Chaplain’s Corner

As we observe Veterans Day this year, let’s pray for the safety of the almost 200,000 U.S. troops who are currently deployed overseas in 177 countries and for the countless veterans and civilians right here on our soil who suffer from post-traumatic stress disorder (PTSD).

PTSD affects an estimated 12 to 20 percent of non-injured veterans and 32 percent of veterans who have been in combat. It’s a debilitating illness that can result when a person lives through a traumatic event such as war. The condition is often either undiagnosed or misdiagnosed, and people who have no experience with it often don’t understand it. The slightest sound, smell, or movement can trigger flashbacks and cause a person with the condition to relive the trauma.

PTSD is associated with a high suicide risk and can be difficult to treat. 

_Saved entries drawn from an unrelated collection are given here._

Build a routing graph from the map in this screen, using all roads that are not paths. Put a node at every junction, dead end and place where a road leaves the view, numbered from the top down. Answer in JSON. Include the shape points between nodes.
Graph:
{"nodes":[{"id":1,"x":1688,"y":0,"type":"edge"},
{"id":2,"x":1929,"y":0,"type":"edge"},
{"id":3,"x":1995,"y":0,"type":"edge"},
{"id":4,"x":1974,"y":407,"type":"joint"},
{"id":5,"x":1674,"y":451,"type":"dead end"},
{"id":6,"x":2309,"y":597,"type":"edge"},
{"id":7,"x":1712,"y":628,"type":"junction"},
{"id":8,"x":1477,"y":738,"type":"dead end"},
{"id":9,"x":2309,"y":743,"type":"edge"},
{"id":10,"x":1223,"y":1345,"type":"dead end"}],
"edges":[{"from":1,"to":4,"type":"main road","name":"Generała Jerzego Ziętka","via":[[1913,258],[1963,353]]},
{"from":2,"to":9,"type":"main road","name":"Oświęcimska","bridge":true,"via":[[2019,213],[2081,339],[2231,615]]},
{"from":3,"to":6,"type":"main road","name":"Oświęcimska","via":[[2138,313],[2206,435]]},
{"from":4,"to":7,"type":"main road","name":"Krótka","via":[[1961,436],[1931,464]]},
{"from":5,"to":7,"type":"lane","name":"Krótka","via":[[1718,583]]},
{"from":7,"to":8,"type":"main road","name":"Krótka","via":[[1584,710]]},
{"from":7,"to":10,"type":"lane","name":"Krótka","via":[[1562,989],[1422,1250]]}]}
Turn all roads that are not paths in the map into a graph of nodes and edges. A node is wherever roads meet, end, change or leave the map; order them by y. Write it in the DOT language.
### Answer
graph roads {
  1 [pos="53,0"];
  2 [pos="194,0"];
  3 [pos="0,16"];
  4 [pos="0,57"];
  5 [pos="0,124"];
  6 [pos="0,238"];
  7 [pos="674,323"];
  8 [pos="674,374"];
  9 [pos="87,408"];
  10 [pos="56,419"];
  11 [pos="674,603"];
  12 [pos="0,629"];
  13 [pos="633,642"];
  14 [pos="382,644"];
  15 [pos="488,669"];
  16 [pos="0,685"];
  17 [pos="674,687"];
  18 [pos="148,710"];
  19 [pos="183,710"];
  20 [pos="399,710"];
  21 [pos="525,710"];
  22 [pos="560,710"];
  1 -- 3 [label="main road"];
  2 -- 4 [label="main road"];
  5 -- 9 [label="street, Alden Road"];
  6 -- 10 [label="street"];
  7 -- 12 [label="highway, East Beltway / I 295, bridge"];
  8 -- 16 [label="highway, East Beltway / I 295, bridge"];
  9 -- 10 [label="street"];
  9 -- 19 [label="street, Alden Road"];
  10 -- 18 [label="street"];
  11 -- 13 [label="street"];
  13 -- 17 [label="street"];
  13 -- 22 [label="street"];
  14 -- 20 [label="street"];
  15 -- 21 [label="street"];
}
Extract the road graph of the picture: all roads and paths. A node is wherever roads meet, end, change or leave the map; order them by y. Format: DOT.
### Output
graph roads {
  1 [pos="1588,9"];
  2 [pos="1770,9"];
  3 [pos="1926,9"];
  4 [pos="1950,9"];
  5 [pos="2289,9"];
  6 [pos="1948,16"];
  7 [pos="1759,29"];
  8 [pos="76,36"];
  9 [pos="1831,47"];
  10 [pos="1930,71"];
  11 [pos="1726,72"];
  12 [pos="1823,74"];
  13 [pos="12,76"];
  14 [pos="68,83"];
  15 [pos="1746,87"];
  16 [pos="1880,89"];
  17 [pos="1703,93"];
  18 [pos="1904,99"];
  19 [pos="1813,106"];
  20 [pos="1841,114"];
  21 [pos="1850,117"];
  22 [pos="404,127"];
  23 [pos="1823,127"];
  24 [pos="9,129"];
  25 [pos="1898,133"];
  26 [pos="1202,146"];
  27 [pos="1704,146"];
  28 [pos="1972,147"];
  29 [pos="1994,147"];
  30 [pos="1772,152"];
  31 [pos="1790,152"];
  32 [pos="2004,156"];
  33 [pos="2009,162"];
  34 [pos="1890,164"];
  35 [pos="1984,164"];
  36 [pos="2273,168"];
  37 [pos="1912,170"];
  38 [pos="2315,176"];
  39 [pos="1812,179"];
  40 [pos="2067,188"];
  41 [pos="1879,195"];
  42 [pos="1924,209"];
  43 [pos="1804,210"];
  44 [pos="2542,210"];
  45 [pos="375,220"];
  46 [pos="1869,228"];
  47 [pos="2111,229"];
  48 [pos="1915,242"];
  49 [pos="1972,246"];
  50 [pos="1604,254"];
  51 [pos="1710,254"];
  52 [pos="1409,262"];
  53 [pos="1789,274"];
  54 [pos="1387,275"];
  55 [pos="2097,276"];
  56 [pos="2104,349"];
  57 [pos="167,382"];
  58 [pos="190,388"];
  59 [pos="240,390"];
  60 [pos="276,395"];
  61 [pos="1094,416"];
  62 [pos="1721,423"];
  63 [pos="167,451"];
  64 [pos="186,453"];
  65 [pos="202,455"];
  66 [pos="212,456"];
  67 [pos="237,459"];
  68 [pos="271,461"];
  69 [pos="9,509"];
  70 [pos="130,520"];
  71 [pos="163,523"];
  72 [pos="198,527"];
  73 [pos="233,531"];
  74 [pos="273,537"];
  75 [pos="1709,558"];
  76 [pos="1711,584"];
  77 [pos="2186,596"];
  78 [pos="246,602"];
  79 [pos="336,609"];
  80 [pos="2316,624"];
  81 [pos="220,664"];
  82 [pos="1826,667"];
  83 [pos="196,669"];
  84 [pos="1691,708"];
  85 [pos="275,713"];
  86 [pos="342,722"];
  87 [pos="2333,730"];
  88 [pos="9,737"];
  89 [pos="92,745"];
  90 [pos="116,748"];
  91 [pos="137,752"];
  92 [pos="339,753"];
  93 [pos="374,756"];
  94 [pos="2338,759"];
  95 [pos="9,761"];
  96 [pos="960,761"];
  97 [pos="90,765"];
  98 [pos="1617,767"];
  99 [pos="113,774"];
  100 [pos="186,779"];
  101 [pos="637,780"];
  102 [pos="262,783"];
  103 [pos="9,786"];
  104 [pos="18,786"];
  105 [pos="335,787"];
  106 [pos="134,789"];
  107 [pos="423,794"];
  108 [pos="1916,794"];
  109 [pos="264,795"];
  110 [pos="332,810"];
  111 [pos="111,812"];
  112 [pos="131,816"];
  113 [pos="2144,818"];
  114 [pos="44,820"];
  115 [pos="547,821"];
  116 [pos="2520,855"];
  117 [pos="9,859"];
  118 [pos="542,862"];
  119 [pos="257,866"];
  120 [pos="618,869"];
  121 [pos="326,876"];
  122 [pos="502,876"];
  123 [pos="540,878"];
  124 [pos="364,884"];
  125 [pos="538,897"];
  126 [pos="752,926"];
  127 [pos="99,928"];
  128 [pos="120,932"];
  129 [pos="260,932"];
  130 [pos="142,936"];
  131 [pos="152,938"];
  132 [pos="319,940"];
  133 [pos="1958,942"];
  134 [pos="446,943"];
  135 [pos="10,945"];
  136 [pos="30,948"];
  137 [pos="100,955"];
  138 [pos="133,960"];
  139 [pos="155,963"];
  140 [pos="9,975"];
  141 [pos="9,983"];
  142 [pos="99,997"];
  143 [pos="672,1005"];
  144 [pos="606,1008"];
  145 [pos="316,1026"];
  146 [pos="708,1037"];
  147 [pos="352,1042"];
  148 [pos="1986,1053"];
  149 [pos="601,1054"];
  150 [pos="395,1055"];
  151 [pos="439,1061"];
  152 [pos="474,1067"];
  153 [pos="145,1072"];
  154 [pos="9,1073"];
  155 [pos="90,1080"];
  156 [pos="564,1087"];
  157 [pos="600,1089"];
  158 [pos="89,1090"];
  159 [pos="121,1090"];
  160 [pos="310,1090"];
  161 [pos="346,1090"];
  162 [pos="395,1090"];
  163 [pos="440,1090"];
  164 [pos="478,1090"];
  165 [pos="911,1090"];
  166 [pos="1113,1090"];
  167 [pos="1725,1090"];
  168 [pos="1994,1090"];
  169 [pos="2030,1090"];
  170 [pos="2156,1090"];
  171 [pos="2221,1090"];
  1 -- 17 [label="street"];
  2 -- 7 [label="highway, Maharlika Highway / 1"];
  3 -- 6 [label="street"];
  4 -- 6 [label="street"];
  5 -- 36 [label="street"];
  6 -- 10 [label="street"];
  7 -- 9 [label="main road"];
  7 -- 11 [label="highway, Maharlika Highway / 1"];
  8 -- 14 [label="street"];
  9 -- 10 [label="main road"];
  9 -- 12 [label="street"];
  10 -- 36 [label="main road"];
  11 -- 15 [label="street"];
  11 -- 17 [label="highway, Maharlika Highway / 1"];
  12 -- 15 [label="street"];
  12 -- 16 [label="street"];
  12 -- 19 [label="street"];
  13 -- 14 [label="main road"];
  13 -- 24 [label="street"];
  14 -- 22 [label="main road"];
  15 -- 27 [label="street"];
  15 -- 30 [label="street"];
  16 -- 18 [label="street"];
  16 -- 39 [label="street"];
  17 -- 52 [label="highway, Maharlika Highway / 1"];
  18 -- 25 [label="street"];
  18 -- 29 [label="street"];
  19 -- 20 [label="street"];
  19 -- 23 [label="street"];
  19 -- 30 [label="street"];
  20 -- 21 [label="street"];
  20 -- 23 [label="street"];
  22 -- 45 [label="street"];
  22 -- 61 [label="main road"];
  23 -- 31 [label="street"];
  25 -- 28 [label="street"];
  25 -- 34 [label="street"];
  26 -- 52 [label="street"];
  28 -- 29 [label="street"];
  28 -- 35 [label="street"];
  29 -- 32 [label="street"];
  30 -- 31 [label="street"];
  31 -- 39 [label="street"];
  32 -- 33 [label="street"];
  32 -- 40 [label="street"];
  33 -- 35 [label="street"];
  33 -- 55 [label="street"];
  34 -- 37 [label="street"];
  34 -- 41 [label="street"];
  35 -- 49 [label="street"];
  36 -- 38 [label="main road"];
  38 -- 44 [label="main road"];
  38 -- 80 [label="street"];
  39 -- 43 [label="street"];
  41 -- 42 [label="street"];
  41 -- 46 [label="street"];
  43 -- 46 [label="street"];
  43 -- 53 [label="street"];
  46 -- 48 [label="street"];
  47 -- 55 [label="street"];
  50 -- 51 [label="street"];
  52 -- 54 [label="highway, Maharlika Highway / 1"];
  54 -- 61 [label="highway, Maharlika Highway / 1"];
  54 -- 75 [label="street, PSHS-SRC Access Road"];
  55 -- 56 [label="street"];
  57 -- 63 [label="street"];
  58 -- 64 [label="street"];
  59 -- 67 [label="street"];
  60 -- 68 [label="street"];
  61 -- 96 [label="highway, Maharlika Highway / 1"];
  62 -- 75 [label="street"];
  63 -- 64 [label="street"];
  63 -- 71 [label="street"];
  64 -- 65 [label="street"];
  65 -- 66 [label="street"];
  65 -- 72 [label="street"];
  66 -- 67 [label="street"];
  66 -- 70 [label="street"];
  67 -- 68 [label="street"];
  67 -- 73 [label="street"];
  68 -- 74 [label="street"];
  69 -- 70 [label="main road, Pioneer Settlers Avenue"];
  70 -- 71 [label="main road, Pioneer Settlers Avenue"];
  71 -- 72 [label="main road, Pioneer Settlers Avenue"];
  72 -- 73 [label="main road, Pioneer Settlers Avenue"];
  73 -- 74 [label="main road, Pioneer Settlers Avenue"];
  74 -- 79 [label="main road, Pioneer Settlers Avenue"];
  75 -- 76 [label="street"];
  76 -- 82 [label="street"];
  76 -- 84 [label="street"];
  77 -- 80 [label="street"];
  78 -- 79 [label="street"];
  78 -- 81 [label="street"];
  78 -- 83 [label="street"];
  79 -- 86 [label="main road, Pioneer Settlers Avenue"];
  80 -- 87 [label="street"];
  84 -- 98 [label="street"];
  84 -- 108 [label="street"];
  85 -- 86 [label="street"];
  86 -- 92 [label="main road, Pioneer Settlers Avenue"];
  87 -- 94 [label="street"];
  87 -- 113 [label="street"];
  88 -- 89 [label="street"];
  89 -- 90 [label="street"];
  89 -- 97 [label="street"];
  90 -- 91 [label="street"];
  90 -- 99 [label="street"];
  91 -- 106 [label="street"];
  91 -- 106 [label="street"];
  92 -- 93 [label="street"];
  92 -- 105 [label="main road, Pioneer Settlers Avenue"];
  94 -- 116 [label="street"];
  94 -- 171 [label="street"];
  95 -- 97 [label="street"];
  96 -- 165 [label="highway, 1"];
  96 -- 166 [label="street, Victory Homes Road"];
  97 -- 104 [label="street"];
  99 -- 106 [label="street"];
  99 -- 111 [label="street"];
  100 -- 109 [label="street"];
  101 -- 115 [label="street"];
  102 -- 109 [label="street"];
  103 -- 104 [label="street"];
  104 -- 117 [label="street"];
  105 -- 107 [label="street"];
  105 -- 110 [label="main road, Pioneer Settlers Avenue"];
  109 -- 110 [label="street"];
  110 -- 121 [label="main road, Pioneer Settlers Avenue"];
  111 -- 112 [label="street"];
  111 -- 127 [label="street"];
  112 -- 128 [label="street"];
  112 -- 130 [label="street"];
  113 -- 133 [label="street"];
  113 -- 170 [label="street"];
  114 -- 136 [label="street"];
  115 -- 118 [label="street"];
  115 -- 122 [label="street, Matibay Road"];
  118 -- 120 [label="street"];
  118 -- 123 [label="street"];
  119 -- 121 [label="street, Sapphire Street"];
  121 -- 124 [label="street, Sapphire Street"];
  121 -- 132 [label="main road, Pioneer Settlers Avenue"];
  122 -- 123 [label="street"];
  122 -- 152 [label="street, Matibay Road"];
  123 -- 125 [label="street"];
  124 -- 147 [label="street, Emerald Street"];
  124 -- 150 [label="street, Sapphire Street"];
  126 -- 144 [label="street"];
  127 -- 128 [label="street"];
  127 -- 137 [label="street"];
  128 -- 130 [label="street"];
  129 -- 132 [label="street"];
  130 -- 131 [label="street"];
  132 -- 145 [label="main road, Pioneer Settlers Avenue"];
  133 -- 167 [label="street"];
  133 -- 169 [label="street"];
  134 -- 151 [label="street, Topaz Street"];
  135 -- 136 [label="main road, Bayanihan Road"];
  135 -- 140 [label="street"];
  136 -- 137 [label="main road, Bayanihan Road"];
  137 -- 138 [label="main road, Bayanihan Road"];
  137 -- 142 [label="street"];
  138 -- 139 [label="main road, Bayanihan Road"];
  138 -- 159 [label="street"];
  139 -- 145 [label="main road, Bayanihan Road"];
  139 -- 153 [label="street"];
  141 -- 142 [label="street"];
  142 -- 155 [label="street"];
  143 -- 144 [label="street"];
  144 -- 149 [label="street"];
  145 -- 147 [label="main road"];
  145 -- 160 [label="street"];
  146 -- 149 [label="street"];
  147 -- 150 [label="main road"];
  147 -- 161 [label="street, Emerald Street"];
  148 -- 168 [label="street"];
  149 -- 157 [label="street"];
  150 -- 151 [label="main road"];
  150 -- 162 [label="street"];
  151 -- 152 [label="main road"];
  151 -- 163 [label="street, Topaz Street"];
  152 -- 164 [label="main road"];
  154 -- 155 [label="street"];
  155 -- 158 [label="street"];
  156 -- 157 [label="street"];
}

Veterans with PTSD often face additional difficulties that compound their suffering. For example, people who oppose the U.S. government’s military involvement may criticize or even attack veterans who served in conflicts. And there is still a stigma regarding behaviors that may be interpreted as mental illness. Soldiers on active duty often keep silent about their PTSD symptoms because they fear that they will be considered weak if they seek treatment.

This Veterans Day, and every day, you can contribute to the healing process by praying for friends and loved ones suffering from PTSD and by encouraging them to seek treatment and to reach out to the Lord for help. Proclaim the Good News — no, the Great News — that God’s grace can enable veterans and civilians alike to conquer PTSD and rebuild their lives.